Grâce aux notes prises par le botaniste, David Diop produit un roman passionnant, une plongée dans le Sénégal de la fin du XVIIIe siècle, sa nature luxuriante, sa faune, ses villages, ses coutumes. Je me retrouve même au coeur d'une fête de mariage au cours de ce voyage au sud de Saint-Louis.
Un peu plus tard, Michel Adanson, très malade, est sauvé par une sorcière, une guérisseuse qui… je vous laisse découvrir. J'apprends toutes les vicissitudes de ces hommes issus de la noblesse française mais aussi comment sont traitées les femmes qui refusent de se soumettre au bon vouloir des chefs locaux n'hésitant pas à pactiser avec ceux qui organisent le trafic d'esclaves.
La rencontre avec Maram, l'amour fou de Michel Adanson pour cette jeune femme qui se confie à lui sont des moments très forts de ce livre. Comme elle est passionnée par les plantes, ils communiquent d'autant plus facilement.
David Diop, toujours grâce aux cahiers de Michel Adanson, me fait bien comprendre l'importance de ce rab, ce génie gardien si important pour Maram qui le matérialise avec une immense peau de serpent boa.
La fin de l'histoire est tendue, terriblement angoissante mais tellement révélatrice de l'esprit de ces Européens trafiquants d'esclaves sur cette île de Gorée de sinistre mémoire.

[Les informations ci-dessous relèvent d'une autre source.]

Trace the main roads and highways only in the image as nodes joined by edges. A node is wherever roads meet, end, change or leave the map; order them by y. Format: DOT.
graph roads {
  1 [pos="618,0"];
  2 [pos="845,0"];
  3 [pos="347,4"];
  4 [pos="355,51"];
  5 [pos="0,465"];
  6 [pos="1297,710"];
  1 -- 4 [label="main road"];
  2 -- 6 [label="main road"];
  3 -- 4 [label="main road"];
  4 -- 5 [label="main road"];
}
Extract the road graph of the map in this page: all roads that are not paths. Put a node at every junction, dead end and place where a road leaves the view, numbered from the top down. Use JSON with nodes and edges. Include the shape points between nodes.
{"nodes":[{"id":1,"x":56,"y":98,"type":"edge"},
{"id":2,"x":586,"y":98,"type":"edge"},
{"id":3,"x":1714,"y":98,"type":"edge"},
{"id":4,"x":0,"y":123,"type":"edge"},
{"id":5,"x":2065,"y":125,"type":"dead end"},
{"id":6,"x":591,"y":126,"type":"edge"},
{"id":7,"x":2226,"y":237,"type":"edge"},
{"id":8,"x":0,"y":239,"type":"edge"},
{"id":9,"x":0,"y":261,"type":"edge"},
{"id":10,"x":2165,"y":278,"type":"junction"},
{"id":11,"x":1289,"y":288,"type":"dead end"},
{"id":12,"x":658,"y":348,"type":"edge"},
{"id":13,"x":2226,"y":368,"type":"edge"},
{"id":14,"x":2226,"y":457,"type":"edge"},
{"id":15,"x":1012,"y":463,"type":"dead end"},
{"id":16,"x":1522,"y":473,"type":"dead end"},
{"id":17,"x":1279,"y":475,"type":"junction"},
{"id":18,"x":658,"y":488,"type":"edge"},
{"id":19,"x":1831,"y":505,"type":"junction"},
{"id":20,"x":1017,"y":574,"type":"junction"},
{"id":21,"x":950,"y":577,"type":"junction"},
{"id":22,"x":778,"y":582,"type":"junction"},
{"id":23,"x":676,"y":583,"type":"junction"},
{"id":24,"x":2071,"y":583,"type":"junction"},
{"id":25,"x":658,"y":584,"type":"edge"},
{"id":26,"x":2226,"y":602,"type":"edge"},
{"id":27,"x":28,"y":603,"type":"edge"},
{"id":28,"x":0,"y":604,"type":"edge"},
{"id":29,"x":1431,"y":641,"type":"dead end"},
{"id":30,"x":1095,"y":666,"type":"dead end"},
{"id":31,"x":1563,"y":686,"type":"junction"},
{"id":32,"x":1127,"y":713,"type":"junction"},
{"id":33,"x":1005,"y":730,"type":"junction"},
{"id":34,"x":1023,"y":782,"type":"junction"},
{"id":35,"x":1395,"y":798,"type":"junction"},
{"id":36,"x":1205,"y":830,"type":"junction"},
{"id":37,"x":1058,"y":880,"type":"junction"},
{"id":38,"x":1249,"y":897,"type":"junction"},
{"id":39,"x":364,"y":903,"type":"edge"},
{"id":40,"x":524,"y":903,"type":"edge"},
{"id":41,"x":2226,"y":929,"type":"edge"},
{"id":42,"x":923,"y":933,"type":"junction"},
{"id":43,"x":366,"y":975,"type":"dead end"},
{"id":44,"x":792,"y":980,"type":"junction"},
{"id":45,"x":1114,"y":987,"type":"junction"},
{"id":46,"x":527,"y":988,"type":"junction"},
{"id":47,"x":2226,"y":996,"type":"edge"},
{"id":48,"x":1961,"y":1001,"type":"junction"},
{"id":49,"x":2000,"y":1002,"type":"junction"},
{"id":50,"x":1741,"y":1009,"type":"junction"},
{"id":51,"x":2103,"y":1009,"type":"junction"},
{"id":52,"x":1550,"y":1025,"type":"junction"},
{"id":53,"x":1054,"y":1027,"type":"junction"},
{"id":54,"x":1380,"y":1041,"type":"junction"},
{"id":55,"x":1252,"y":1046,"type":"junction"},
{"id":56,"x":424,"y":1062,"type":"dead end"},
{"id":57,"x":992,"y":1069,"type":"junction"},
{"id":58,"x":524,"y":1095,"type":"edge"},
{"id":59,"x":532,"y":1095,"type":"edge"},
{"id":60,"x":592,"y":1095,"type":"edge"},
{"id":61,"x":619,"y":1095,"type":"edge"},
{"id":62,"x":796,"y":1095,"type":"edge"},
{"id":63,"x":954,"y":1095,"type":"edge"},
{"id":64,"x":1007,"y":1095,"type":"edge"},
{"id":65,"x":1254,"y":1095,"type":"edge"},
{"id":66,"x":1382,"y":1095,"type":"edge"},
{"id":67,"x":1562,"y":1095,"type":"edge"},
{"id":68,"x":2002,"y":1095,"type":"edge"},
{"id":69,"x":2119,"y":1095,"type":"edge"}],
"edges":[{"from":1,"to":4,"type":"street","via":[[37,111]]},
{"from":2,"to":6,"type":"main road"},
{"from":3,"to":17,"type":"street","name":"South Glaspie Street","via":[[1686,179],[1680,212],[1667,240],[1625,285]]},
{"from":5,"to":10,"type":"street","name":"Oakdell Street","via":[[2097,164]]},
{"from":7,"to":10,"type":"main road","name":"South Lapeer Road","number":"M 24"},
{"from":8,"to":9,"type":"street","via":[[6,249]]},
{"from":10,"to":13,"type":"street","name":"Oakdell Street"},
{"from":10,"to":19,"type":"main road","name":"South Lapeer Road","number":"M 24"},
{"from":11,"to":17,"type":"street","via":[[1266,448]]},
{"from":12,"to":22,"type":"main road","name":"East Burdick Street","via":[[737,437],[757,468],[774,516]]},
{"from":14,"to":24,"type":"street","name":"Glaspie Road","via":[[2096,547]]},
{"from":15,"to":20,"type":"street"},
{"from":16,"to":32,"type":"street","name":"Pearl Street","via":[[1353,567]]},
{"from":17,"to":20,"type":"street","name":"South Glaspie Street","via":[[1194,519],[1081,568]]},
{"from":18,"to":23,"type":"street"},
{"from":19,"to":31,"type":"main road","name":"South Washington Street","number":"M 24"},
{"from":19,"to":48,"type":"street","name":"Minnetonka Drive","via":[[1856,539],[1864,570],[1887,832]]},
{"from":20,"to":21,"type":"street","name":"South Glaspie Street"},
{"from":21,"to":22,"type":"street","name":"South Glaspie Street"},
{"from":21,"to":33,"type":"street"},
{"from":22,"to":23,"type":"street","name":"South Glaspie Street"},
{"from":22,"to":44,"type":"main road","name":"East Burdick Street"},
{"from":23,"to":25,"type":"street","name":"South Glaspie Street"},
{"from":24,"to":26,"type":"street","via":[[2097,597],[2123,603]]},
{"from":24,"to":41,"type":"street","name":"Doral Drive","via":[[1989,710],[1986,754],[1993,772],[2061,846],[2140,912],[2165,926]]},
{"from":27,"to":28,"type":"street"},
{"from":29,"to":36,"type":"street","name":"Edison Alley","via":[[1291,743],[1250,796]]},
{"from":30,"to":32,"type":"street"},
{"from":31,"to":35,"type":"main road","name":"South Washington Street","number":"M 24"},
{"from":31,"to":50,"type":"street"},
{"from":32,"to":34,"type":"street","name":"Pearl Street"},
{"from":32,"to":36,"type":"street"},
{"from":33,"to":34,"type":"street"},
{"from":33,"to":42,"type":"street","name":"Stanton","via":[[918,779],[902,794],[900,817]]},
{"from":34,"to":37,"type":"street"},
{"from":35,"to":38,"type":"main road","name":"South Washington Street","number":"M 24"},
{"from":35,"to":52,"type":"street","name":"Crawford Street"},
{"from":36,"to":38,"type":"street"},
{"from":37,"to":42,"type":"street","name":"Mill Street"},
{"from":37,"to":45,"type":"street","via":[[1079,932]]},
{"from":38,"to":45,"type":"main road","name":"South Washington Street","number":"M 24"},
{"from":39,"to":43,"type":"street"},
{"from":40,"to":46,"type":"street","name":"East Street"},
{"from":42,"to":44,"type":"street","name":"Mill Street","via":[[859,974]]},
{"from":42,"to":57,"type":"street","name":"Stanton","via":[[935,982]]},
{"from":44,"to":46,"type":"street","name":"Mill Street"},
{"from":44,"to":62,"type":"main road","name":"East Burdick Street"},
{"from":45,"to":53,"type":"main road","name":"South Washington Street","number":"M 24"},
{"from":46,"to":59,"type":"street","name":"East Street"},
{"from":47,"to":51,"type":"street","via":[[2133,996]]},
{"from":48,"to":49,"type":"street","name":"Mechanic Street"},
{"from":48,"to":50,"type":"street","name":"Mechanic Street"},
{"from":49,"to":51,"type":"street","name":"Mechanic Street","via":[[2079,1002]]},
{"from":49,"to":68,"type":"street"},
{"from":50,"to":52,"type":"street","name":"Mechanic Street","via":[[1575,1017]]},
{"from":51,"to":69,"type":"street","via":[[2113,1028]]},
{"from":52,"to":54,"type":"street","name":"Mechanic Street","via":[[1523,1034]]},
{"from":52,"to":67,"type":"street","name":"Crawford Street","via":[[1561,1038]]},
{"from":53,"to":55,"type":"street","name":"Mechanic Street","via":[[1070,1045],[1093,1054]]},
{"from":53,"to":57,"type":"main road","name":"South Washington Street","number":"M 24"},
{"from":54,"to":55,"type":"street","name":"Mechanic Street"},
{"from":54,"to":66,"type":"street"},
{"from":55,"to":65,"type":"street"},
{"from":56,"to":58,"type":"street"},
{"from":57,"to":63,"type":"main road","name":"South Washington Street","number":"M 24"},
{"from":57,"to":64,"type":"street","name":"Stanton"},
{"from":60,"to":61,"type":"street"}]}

Comme dans Frère d'âme, une lecture qui m'avait déjà passionné, j'ai plongé complètement dans ce récit après avoir été un peu désorienté au début. Pourtant déjà, l'auteur donnait de nombreux indices précieux sur cet homme qui, jusqu'à la fin de sa vie, ne pourra jamais oublier Maram, son amour fou qu'il croira même reconnaître des années plus tard sur un tableau représentant une Négresse d'origine wolof dont le modèle venait des Antilles. Mais, pour qui vient de lire La porte du voyage sans retour, livre faisant partie de la sélection pour le Prix des Lecteurs de 2 Rives 2022, cela ne paraît pas si étonnant…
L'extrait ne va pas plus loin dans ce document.